## Exercise description
Skip the pictures, please, and write out exactly the lines from the opening of the data through the line containing "Digitize the connectivity".

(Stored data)
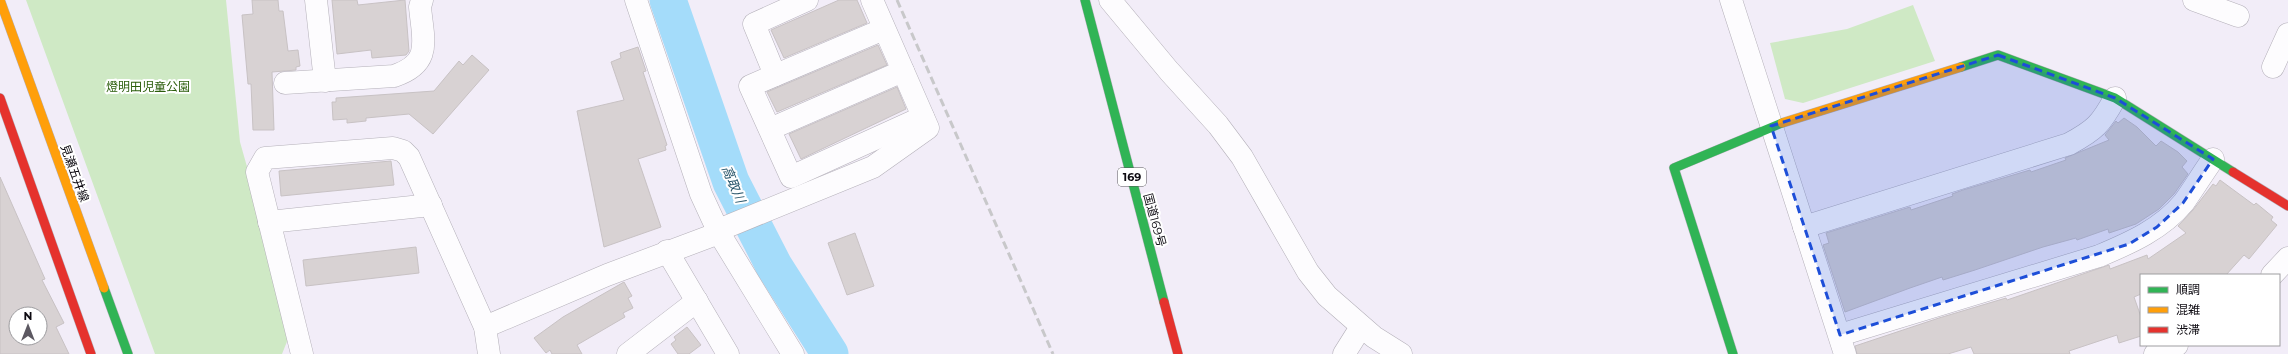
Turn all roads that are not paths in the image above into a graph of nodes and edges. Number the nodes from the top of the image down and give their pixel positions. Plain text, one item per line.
1 (0, 0) edge
2 (316, 0) edge
3 (422, 0) edge
4 (636, 0) edge
5 (807, 0) edge
6 (872, 0) edge
7 (1085, 0) edge
8 (1110, 0) edge
9 (1731, 0) edge
10 (2194, 0) edge
11 (775, 6) edge
12 (2238, 16) dead end
13 (884, 29) junction
14 (2288, 34) edge
15 (2273, 67) dead end
16 (903, 71) junction
17 (775, 75) junction
18 (325, 81) junction
19 (285, 84) dead end
20 (0, 98) edge
21 (2116, 98) junction
22 (923, 116) junction
23 (5, 125) edge
24 (1771, 126) junction
25 (770, 129) junction
26 (2213, 159) junction
27 (430, 205) junction
28 (2288, 206) edge
29 (269, 222) junction
30 (1804, 227) junction
31 (723, 230) junction
32 (668, 251) junction
33 (2288, 258) edge
34 (2273, 274) edge
35 (697, 301) junction
36 (1361, 326) junction
37 (1843, 345) edge
38 (485, 346) edge
39 (2175, 346) edge
40 (91, 354) edge
41 (128, 354) edge
42 (302, 354) edge
43 (628, 354) edge
44 (728, 354) edge
45 (793, 354) edge
46 (1178, 354) edge
47 (1344, 354) edge
48 (1401, 354) edge
49 (1733, 354) edge
50 (2155, 354) edge

1 - 41 main road, 見瀬五井線
2 - 18 street
3 - 18 street
4 - 31 street
5 - 11 street
6 - 13 street
7 - 46 main road, 国道169号 / 169
8 - 36 street
9 - 24 street
10 - 12 street
11 - 17 street
13 - 16 street
13 - 17 street
14 - 15 street
16 - 22 street
16 - 25 street
17 - 25 street
18 - 19 street
20 - 23 main road
21 - 24 main road
21 - 26 main road
21 - 30 street
22 - 25 street
22 - 31 street
23 - 40 main road
24 - 30 street
24 - 49 main road
26 - 28 main road
26 - 37 street
27 - 29 street
27 - 29 street
27 - 38 street
29 - 42 street
30 - 37 street
31 - 32 street
31 - 45 street
32 - 35 street
32 - 38 street
33 - 34 street
35 - 43 street
35 - 44 street
36 - 47 street
36 - 48 street
39 - 50 street

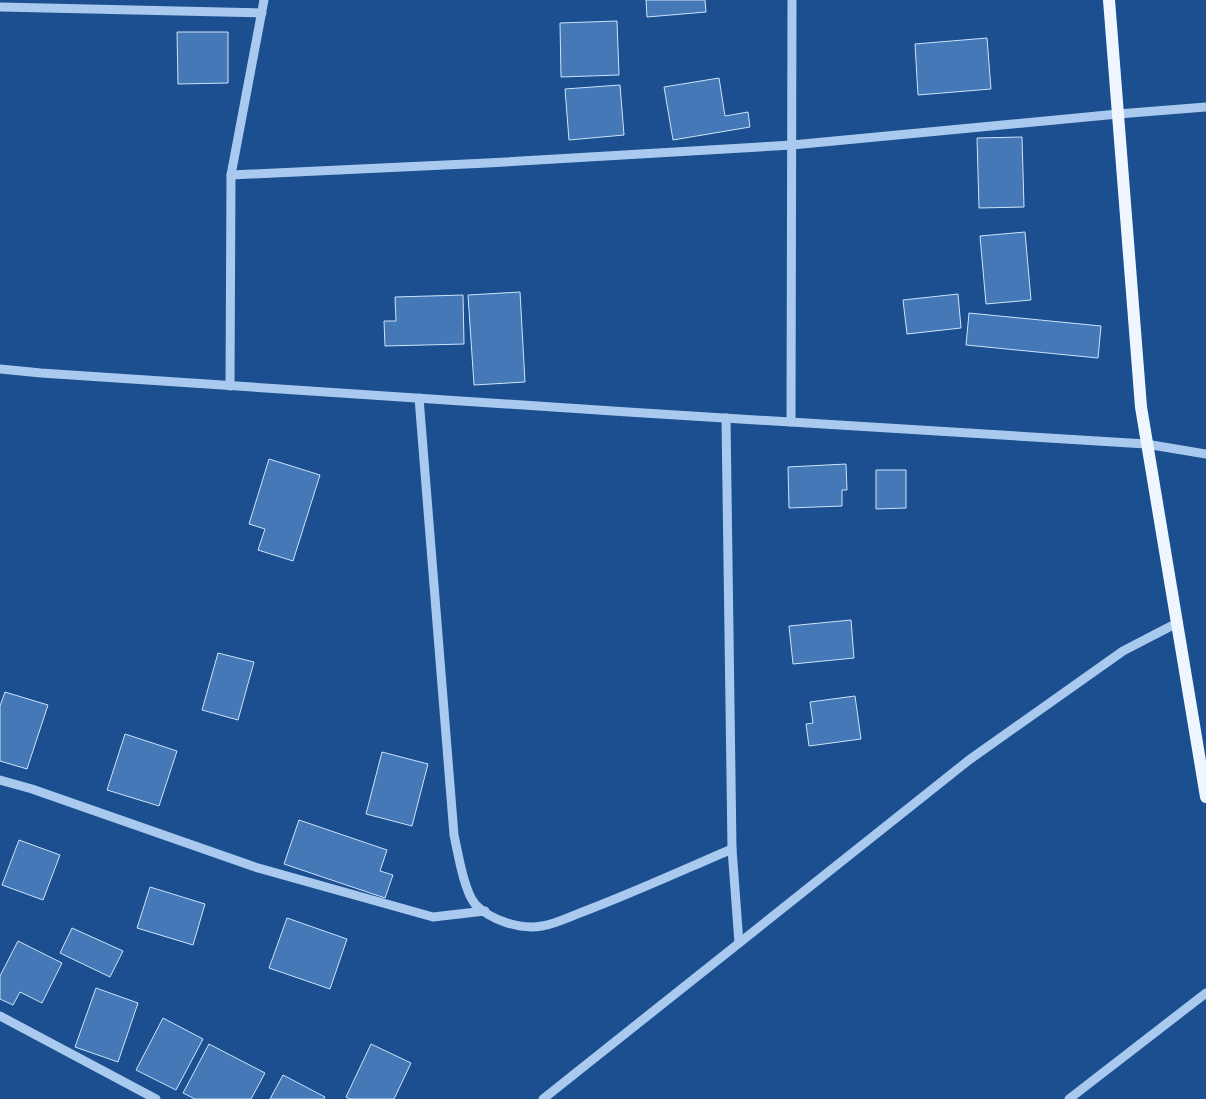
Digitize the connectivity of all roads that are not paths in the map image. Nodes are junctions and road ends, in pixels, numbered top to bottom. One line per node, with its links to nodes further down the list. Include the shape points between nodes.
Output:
1 (264, 0): 5 (street)
2 (792, 0): 8 (street)
3 (1109, 0): 7 (main road)
4 (0, 7): 5 (street)
5 (262, 14): 9 (street)
6 (1206, 108): 7 (street)
7 (1118, 114): 8 (street); 15 (main road, via 1140,407)
8 (792, 146): 9 (street); 14 (street)
9 (231, 175): 11 (street)
10 (0, 369): 11 (street)
11 (230, 386): 12 (street)
12 (419, 398): 13 (street); 21 (street, via 454,835 469,893)
13 (726, 418): 14 (street); 20 (street)
14 (791, 422): 15 (street)
15 (1146, 444): 16 (street); 17 (main road)
16 (1206, 454)
17 (1177, 623): 19 (main road); 22 (street, via 1122,651 969,760)
18 (0, 780): 21 (street, via 255,867 432,917)
19 (1206, 797)
20 (732, 849): 21 (street, via 613,900 542,926 525,927); 22 (street)
21 (485, 912)
22 (739, 944): 26 (street)
23 (1206, 993): 27 (street)
24 (0, 1016): 25 (street)
25 (156, 1099)
26 (543, 1099)
27 (1069, 1099)

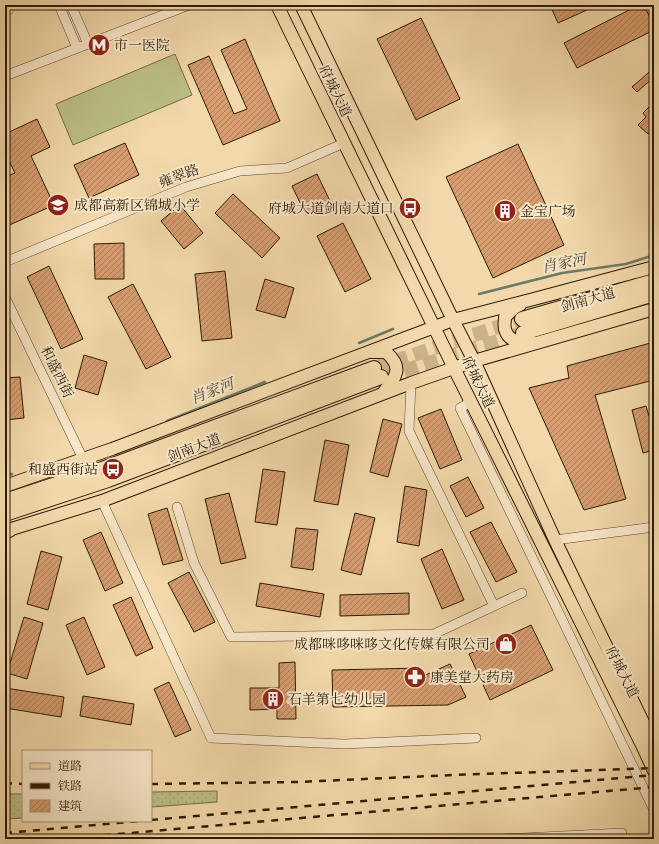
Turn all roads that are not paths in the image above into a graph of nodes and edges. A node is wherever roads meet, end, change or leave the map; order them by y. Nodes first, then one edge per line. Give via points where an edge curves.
1 (12, 5) edge
2 (59, 5) edge
3 (71, 5) edge
4 (189, 5) edge
5 (277, 5) edge
6 (301, 5) edge
7 (5, 14) edge
8 (88, 44) junction
9 (77, 48) junction
10 (5, 76) edge
11 (344, 143) junction
12 (5, 262) edge
13 (654, 266) edge
14 (654, 281) edge
15 (654, 294) edge
16 (5, 297) edge
17 (530, 300) junction
18 (654, 309) edge
19 (522, 319) tunnel mouth
20 (453, 320) junction
21 (434, 327) junction
22 (523, 333) tunnel mouth
23 (542, 342) junction
24 (364, 353) junction
25 (474, 361) junction
26 (454, 368) junction
27 (411, 383) junction
28 (382, 394) junction
29 (471, 402) junction
30 (83, 459) junction
31 (5, 486) edge
32 (5, 501) edge
33 (102, 501) junction
34 (177, 507) dead end
35 (5, 514) edge
36 (654, 527) edge
37 (6, 531) edge
38 (555, 540) junction
39 (522, 593) dead end
40 (494, 606) junction
41 (476, 738) dead end
42 (654, 745) edge
43 (654, 771) edge
44 (654, 810) edge
45 (622, 833) dead end
46 (502, 839) edge

1 - 7 street
2 - 9 street
3 - 8 street
4 - 8 street
5 - 11 main road, 府城大道
6 - 20 main road, 府城大道
8 - 9 street
9 - 10 street
11 - 12 street, 雍翠路 via 287,168 240,171 186,187
11 - 21 main road, 府城大道
13 - 17 main road
14 - 19 highway, 剑南大道
15 - 22 highway, 剑南大道
16 - 30 street, 和盛西街
17 - 20 main road
17 - 23 main road via 505,316 504,329 514,341
18 - 23 main road
20 - 21 main road
20 - 25 main road, 府城大道
21 - 24 main road
21 - 26 main road, 府城大道
23 - 25 main road
24 - 28 main road via 386,352 396,365 395,379
24 - 30 main road
25 - 26 main road
25 - 38 main road, 府城大道
26 - 27 main road
26 - 29 main road, 府城大道
27 - 28 main road
27 - 40 street via 409,430
28 - 33 main road
29 - 43 main road, 府城大道
29 - 44 street via 460,408
30 - 31 main road
32 - 35 highway, 剑南大道 via 378,373 108,480
33 - 37 main road
33 - 41 street via 211,738 344,744
34 - 40 street via 194,562 231,637 434,634
36 - 38 street
38 - 42 main road, 府城大道
39 - 40 street
45 - 46 street

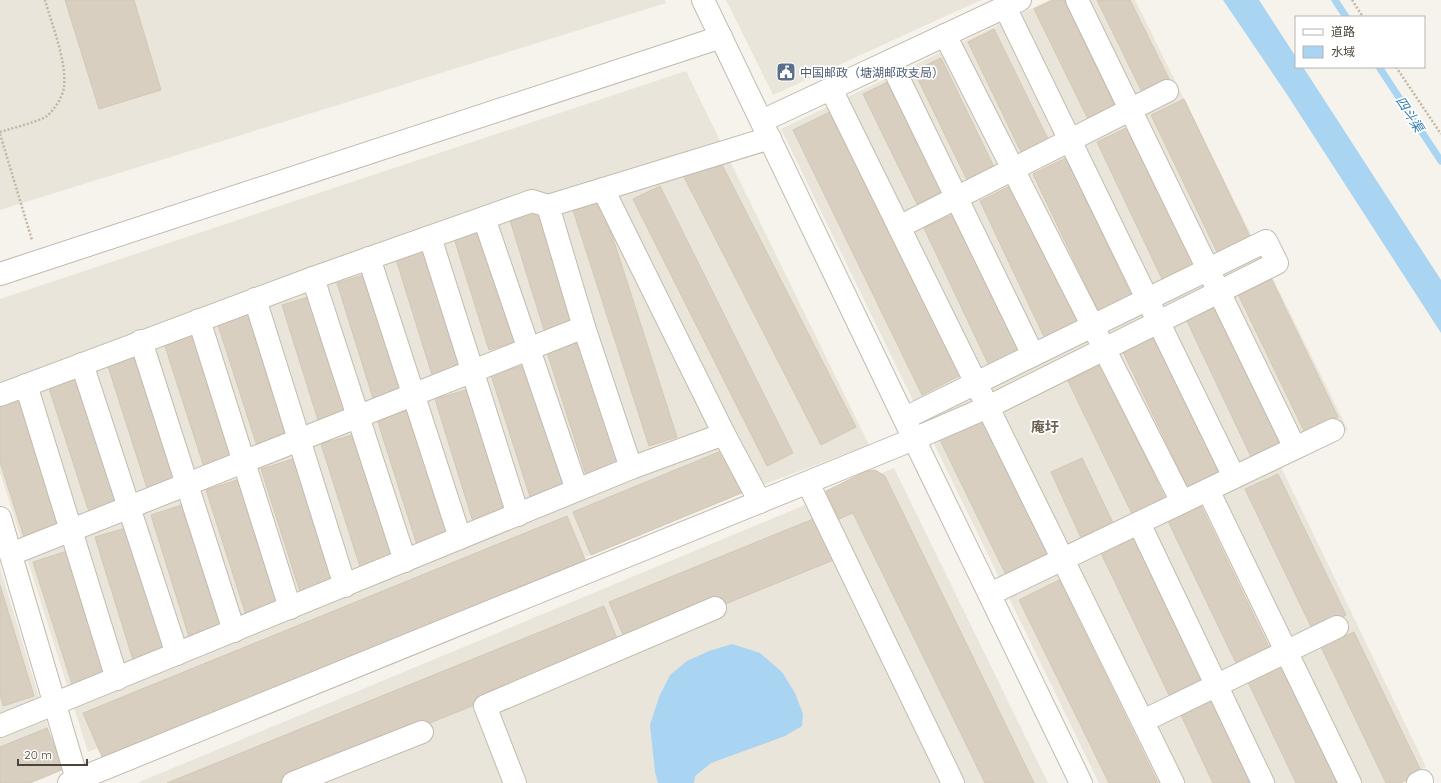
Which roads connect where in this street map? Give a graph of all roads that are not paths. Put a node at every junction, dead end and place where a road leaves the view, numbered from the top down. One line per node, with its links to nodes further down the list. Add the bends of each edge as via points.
1 (703, 0): 5 (street)
2 (1076, 0): 9 (street)
3 (1013, 4): 4 (street); 11 (street)
4 (945, 35): 6 (street); 12 (street)
5 (721, 37): 10 (street); 21 (street)
6 (890, 61): 7 (street); 14 (street)
7 (831, 89): 10 (street); 17 (street)
8 (1167, 91): 9 (street)
9 (1130, 110): 11 (street); 20 (street)
10 (766, 130): 13 (street); 42 (street)
11 (1070, 140): 12 (street); 25 (street)
12 (1013, 169): 14 (street); 28 (street)
13 (603, 189): 15 (street); 44 (street)
14 (956, 198): 17 (street); 33 (street)
15 (548, 206): 16 (street, via 532,201); 29 (street)
16 (484, 218): 18 (street); 32 (street)
17 (899, 227): 36 (street)
18 (430, 237): 19 (street); 35 (street)
19 (369, 258): 22 (street); 39 (street)
20 (1208, 269): 23 (street); 23 (street, via 1266,241 1277,263); 25 (street)
21 (0, 274)
22 (313, 278): 24 (street); 41 (street)
23 (1219, 292): 27 (street); 47 (street)
24 (255, 299): 26 (street); 46 (street)
25 (1147, 299): 27 (street); 28 (street)
26 (199, 320): 30 (street); 48 (street)
27 (1158, 322): 31 (street); 50 (street)
28 (1093, 326): 31 (street); 33 (street)
29 (584, 327): 32 (street); 49 (street)
30 (141, 341): 34 (street); 52 (street)
31 (1104, 348): 40 (street); 56 (street)
32 (528, 349): 35 (street); 53 (street)
33 (1033, 355): 36 (street)
34 (82, 364): 37 (street); 57 (street)
35 (472, 372): 39 (street); 58 (street)
36 (976, 383): 40 (street); 42 (street)
37 (26, 385): 38 (street); 61 (street)
38 (0, 395)
39 (414, 395): 41 (street); 62 (street)
40 (988, 407): 45 (street); 64 (street)
41 (358, 417): 46 (street); 65 (street)
42 (904, 418): 45 (street)
43 (1333, 430): 47 (street)
44 (724, 434): 49 (street); 55 (street)
45 (914, 439): 51 (street); 67 (street)
46 (299, 440): 48 (street); 66 (street)
47 (1295, 448): 50 (street)
48 (244, 462): 52 (street); 68 (street)
49 (631, 468): 53 (street)
50 (1234, 477): 54 (street)
51 (808, 483): 55 (street); 83 (street)
52 (187, 485): 57 (street); 71 (street)
53 (577, 490): 58 (street)
54 (1208, 490): 56 (street); 72 (street)
55 (760, 502): 80 (street)
56 (1182, 502): 60 (street)
57 (129, 508): 61 (street); 73 (street)
58 (518, 515): 62 (street)
59 (0, 518): 63 (street)
60 (1139, 523): 64 (street); 75 (street)
61 (72, 530): 63 (street); 74 (street)
62 (460, 538): 65 (street)
63 (11, 554): 76 (street)
64 (1063, 559): 67 (street); 77 (street)
65 (405, 561): 66 (street)
66 (345, 586): 68 (street)
67 (990, 594): 84 (street)
68 (290, 608): 71 (street)
69 (715, 608): 82 (street, via 485,706)
70 (1337, 627): 72 (street)
71 (234, 631): 73 (street)
72 (1286, 652): 75 (street); 87 (street)
73 (177, 654): 74 (street)
74 (118, 679): 76 (street)
75 (1216, 686): 77 (street); 86 (street)
76 (56, 704): 78 (street); 80 (street)
77 (1143, 721): 85 (street)
78 (0, 725)
79 (422, 732): 81 (street)
80 (75, 782)
81 (294, 783)
82 (515, 783)
83 (953, 783)
84 (1081, 783)
85 (1173, 783)
86 (1263, 783)
87 (1350, 783)

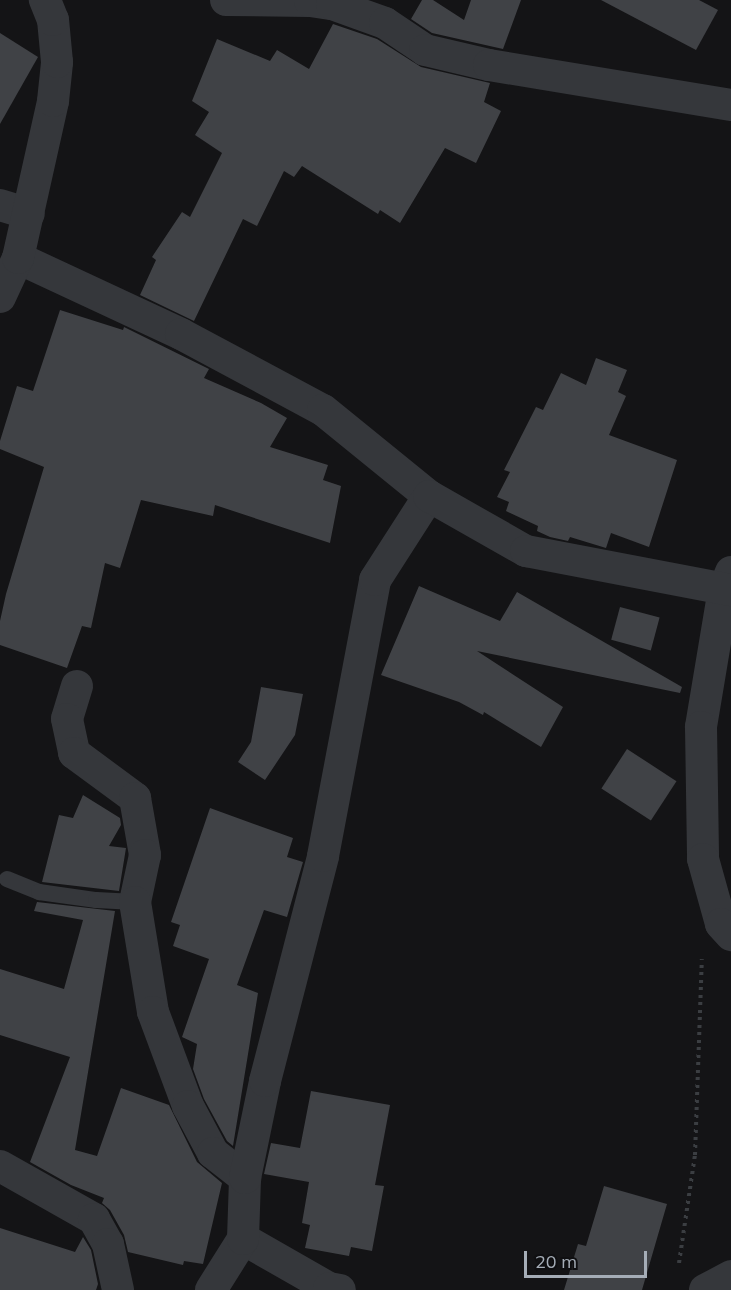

## Reply to the exercise
Turn all roads that are not paths in the image above into a graph of nodes and edges. Number the nodes from the top of the image down and give their pixel positions. Plain text, one item per line.
1 (0, 0) edge
2 (316, 0) edge
3 (422, 0) edge
4 (636, 0) edge
5 (807, 0) edge
6 (872, 0) edge
7 (1085, 0) edge
8 (1110, 0) edge
9 (1731, 0) edge
10 (2194, 0) edge
11 (775, 6) edge
12 (2238, 16) dead end
13 (884, 29) junction
14 (2288, 34) edge
15 (2273, 67) dead end
16 (903, 71) junction
17 (775, 75) junction
18 (325, 81) junction
19 (285, 84) dead end
20 (0, 98) edge
21 (2116, 98) junction
22 (923, 116) junction
23 (5, 125) edge
24 (1771, 126) junction
25 (770, 129) junction
26 (2213, 159) junction
27 (430, 205) junction
28 (2288, 206) edge
29 (269, 222) junction
30 (1804, 227) junction
31 (723, 230) junction
32 (668, 251) junction
33 (2288, 258) edge
34 (2273, 274) edge
35 (697, 301) junction
36 (1361, 326) junction
37 (1843, 345) edge
38 (485, 346) edge
39 (2175, 346) edge
40 (91, 354) edge
41 (128, 354) edge
42 (302, 354) edge
43 (628, 354) edge
44 (728, 354) edge
45 (793, 354) edge
46 (1178, 354) edge
47 (1344, 354) edge
48 (1401, 354) edge
49 (1733, 354) edge
50 (2155, 354) edge

1 - 41 main road, 見瀬五井線
2 - 18 street
3 - 18 street
4 - 31 street
5 - 11 street
6 - 13 street
7 - 46 main road, 国道169号 / 169
8 - 36 street
9 - 24 street
10 - 12 street
11 - 17 street
13 - 16 street
13 - 17 street
14 - 15 street
16 - 22 street
16 - 25 street
17 - 25 street
18 - 19 street
20 - 23 main road
21 - 24 main road
21 - 26 main road
21 - 30 street
22 - 25 street
22 - 31 street
23 - 40 main road
24 - 30 street
24 - 49 main road
26 - 28 main road
26 - 37 street
27 - 29 street
27 - 29 street
27 - 38 street
29 - 42 street
30 - 37 street
31 - 32 street
31 - 45 street
32 - 35 street
32 - 38 street
33 - 34 street
35 - 43 street
35 - 44 street
36 - 47 street
36 - 48 street
39 - 50 street

Digitize the connectivity of all roads that are not paths in the map image. Nodes are junctions and road ends, in pixels, numbered top to bottom. One line per node, with its links to nodes further down the list. Include the shape points between nodes.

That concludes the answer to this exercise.